#### [The task]
Only the lines holding "Maarten" are wanted; find them in the listing and return each one.

[Source data — start]

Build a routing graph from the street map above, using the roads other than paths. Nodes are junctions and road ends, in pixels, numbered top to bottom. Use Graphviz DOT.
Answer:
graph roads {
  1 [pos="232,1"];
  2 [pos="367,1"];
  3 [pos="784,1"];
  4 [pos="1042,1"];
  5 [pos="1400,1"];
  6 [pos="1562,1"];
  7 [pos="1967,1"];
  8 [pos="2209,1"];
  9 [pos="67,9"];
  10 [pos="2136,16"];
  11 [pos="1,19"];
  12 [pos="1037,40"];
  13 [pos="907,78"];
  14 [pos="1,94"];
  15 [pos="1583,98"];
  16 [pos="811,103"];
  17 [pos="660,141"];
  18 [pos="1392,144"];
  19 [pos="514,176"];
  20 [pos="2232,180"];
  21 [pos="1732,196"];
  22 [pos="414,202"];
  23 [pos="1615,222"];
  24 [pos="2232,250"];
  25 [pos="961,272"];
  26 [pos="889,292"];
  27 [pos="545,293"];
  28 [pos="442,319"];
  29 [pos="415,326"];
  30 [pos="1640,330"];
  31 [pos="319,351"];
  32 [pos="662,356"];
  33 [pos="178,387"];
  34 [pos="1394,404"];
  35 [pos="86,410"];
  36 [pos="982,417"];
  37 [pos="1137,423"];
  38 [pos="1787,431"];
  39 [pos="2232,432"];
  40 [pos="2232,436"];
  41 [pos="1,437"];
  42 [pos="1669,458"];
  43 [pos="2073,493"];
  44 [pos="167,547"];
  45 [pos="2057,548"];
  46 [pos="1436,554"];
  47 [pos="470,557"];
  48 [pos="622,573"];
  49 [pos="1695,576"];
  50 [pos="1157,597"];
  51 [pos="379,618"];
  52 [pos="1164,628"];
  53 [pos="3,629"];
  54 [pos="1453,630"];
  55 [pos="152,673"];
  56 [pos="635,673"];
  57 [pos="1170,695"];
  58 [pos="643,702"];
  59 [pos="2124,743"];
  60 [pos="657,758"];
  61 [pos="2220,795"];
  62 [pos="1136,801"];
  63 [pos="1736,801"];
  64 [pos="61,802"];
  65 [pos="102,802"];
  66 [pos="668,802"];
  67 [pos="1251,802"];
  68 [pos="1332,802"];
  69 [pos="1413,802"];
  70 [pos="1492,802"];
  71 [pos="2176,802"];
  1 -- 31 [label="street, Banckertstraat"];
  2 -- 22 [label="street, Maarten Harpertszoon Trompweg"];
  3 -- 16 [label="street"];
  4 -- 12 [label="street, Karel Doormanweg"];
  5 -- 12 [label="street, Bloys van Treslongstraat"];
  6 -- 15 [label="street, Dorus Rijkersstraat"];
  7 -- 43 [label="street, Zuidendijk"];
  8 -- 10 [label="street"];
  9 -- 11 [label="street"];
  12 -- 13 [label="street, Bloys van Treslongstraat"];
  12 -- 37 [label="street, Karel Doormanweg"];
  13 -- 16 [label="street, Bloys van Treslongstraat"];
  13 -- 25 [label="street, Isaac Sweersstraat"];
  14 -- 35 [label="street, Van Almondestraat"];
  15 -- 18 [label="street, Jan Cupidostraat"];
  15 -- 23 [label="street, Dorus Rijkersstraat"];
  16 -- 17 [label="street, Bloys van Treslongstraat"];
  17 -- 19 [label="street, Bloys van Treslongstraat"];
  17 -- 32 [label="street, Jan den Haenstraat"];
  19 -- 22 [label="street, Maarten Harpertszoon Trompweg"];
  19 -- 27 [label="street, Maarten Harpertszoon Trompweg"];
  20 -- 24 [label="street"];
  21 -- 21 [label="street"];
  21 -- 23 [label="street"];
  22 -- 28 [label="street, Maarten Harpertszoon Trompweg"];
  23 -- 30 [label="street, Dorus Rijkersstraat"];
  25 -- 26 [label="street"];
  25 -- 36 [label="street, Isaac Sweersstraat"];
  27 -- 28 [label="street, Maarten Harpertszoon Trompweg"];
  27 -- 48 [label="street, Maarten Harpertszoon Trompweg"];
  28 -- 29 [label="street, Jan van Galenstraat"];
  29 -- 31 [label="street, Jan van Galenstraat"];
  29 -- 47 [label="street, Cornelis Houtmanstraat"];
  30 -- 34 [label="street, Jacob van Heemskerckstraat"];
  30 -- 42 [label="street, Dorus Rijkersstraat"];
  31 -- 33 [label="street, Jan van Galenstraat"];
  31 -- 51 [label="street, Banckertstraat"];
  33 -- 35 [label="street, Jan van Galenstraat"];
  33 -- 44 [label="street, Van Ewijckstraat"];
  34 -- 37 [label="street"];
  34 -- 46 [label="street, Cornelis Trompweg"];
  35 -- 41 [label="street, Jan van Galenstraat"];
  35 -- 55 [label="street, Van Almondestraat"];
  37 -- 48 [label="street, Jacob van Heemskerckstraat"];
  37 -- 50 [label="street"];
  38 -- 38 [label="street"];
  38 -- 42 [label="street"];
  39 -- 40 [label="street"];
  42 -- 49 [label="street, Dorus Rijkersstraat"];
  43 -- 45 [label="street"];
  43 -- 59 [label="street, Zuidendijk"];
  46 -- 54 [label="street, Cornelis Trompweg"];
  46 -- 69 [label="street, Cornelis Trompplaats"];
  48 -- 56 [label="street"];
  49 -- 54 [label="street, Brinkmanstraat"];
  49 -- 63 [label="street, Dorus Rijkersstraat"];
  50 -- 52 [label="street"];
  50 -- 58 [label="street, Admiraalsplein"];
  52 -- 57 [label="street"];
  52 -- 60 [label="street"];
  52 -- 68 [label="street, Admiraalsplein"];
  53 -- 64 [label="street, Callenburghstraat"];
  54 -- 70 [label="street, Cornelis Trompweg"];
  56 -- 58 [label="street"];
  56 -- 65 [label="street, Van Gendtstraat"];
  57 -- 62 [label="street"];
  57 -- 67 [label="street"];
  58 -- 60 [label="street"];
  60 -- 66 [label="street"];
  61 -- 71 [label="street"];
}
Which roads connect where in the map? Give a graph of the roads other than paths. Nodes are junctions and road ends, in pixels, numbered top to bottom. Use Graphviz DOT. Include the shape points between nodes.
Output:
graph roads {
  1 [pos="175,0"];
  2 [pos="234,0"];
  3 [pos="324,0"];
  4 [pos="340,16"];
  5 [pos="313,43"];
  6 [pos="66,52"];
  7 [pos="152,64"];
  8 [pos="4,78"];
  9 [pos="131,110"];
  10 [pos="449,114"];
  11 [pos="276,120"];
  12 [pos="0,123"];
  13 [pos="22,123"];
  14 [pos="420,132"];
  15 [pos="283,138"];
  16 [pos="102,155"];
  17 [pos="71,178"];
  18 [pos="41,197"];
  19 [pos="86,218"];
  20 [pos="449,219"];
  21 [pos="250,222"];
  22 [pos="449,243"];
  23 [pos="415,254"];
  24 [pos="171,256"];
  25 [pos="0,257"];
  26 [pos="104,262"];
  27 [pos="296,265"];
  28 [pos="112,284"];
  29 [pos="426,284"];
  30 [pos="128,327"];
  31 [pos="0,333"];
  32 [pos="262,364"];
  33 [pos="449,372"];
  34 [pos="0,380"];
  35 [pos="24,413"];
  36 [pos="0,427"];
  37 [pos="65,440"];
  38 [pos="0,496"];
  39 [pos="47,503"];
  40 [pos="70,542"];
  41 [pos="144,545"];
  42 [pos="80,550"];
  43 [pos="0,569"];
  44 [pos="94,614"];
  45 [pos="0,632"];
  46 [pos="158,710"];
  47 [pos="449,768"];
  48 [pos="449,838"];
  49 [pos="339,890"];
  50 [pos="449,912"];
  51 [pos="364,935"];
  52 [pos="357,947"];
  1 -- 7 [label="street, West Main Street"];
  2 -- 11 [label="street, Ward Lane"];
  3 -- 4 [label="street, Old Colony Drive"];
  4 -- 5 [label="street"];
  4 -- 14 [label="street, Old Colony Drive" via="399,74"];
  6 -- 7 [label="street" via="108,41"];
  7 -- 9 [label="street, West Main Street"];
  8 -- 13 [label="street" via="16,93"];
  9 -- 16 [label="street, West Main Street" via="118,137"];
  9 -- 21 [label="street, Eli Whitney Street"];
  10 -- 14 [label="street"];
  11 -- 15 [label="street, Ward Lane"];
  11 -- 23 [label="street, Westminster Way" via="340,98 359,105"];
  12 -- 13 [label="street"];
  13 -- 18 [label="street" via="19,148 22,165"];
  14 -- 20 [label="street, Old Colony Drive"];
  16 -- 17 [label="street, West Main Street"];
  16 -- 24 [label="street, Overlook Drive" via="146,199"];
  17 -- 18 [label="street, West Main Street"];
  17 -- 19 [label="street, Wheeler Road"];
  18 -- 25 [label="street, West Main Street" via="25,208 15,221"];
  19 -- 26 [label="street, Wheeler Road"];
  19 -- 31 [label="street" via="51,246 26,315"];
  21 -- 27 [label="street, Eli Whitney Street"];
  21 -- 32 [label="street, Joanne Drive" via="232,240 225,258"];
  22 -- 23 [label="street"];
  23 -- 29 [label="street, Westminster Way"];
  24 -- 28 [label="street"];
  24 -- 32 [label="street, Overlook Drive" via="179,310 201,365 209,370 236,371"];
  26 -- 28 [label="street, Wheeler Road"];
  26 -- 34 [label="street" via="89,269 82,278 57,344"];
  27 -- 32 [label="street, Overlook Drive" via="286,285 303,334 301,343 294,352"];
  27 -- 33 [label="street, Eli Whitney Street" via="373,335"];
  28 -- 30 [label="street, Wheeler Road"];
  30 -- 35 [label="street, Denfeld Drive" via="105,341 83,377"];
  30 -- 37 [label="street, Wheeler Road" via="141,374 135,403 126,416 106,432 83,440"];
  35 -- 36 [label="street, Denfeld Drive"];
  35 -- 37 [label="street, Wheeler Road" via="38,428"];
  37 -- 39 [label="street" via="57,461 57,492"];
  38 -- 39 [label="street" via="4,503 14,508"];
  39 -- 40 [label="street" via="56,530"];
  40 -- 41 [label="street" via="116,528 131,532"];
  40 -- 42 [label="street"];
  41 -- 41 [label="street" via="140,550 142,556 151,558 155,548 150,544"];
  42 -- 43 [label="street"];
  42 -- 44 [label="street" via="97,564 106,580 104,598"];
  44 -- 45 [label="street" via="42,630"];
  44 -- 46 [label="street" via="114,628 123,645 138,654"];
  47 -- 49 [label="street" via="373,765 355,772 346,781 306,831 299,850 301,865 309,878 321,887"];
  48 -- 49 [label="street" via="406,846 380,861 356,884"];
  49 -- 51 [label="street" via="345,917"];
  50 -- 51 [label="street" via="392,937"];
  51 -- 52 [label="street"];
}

[Source data — finish]

#### [Result of the exercise]
  2 -- 22 [label="street, Maarten Harpertszoon Trompweg"];
  19 -- 22 [label="street, Maarten Harpertszoon Trompweg"];
  19 -- 27 [label="street, Maarten Harpertszoon Trompweg"];
  22 -- 28 [label="street, Maarten Harpertszoon Trompweg"];
  27 -- 28 [label="street, Maarten Harpertszoon Trompweg"];
  27 -- 48 [label="street, Maarten Harpertszoon Trompweg"];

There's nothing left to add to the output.